Dataset entries
= Beginning of Section =

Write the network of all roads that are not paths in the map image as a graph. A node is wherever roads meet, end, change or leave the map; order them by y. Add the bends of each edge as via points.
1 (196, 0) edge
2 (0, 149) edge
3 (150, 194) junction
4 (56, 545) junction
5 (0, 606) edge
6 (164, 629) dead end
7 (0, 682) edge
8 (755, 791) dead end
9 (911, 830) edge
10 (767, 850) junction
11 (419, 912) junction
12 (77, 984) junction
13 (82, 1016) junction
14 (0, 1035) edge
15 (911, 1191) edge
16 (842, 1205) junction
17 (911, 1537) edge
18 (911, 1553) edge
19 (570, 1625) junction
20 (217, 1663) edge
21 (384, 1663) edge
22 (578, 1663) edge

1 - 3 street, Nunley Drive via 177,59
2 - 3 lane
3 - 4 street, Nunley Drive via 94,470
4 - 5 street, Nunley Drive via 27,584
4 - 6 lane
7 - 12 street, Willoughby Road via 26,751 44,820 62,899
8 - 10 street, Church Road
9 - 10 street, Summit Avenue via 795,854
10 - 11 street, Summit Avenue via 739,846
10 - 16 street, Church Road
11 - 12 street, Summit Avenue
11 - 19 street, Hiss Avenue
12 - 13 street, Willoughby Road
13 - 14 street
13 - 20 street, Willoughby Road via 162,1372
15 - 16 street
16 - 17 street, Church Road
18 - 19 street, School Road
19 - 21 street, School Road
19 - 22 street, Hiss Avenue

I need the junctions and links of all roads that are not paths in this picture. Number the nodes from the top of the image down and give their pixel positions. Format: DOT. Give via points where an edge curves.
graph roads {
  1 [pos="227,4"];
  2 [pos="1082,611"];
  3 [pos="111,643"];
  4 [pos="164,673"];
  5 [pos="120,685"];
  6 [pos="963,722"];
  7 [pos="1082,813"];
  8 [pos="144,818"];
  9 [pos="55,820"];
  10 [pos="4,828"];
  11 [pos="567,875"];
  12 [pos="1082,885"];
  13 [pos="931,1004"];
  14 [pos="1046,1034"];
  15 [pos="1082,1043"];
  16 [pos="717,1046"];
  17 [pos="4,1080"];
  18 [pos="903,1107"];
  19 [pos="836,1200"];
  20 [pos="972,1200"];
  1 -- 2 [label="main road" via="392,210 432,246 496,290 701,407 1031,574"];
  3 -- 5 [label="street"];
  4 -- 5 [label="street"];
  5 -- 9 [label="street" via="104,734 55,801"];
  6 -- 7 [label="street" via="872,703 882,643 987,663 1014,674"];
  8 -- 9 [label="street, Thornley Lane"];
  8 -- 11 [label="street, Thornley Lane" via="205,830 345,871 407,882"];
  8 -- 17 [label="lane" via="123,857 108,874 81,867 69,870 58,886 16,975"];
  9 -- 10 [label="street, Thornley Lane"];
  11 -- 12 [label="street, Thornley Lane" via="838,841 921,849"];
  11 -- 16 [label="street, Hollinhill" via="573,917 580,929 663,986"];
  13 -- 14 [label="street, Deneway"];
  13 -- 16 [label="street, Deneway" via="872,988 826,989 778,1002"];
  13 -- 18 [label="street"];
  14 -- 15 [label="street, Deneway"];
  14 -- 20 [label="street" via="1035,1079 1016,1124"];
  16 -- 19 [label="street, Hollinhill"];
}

= End of Section =

— Exercise details —
Exact copies of all entries are what's needed here.

— Task response —
Write the network of all roads that are not paths in the map image as a graph. A node is wherever roads meet, end, change or leave the map; order them by y. Add the bends of each edge as via points.
1 (196, 0) edge
2 (0, 149) edge
3 (150, 194) junction
4 (56, 545) junction
5 (0, 606) edge
6 (164, 629) dead end
7 (0, 682) edge
8 (755, 791) dead end
9 (911, 830) edge
10 (767, 850) junction
11 (419, 912) junction
12 (77, 984) junction
13 (82, 1016) junction
14 (0, 1035) edge
15 (911, 1191) edge
16 (842, 1205) junction
17 (911, 1537) edge
18 (911, 1553) edge
19 (570, 1625) junction
20 (217, 1663) edge
21 (384, 1663) edge
22 (578, 1663) edge

1 - 3 street, Nunley Drive via 177,59
2 - 3 lane
3 - 4 street, Nunley Drive via 94,470
4 - 5 street, Nunley Drive via 27,584
4 - 6 lane
7 - 12 street, Willoughby Road via 26,751 44,820 62,899
8 - 10 street, Church Road
9 - 10 street, Summit Avenue via 795,854
10 - 11 street, Summit Avenue via 739,846
10 - 16 street, Church Road
11 - 12 street, Summit Avenue
11 - 19 street, Hiss Avenue
12 - 13 street, Willoughby Road
13 - 14 street
13 - 20 street, Willoughby Road via 162,1372
15 - 16 street
16 - 17 street, Church Road
18 - 19 street, School Road
19 - 21 street, School Road
19 - 22 street, Hiss Avenue

I need the junctions and links of all roads that are not paths in this picture. Number the nodes from the top of the image down and give their pixel positions. Format: DOT. Give via points where an edge curves.
graph roads {
  1 [pos="227,4"];
  2 [pos="1082,611"];
  3 [pos="111,643"];
  4 [pos="164,673"];
  5 [pos="120,685"];
  6 [pos="963,722"];
  7 [pos="1082,813"];
  8 [pos="144,818"];
  9 [pos="55,820"];
  10 [pos="4,828"];
  11 [pos="567,875"];
  12 [pos="1082,885"];
  13 [pos="931,1004"];
  14 [pos="1046,1034"];
  15 [pos="1082,1043"];
  16 [pos="717,1046"];
  17 [pos="4,1080"];
  18 [pos="903,1107"];
  19 [pos="836,1200"];
  20 [pos="972,1200"];
  1 -- 2 [label="main road" via="392,210 432,246 496,290 701,407 1031,574"];
  3 -- 5 [label="street"];
  4 -- 5 [label="street"];
  5 -- 9 [label="street" via="104,734 55,801"];
  6 -- 7 [label="street" via="872,703 882,643 987,663 1014,674"];
  8 -- 9 [label="street, Thornley Lane"];
  8 -- 11 [label="street, Thornley Lane" via="205,830 345,871 407,882"];
  8 -- 17 [label="lane" via="123,857 108,874 81,867 69,870 58,886 16,975"];
  9 -- 10 [label="street, Thornley Lane"];
  11 -- 12 [label="street, Thornley Lane" via="838,841 921,849"];
  11 -- 16 [label="street, Hollinhill" via="573,917 580,929 663,986"];
  13 -- 14 [label="street, Deneway"];
  13 -- 16 [label="street, Deneway" via="872,988 826,989 778,1002"];
  13 -- 18 [label="street"];
  14 -- 15 [label="street, Deneway"];
  14 -- 20 [label="street" via="1035,1079 1016,1124"];
  16 -- 19 [label="street, Hollinhill"];
}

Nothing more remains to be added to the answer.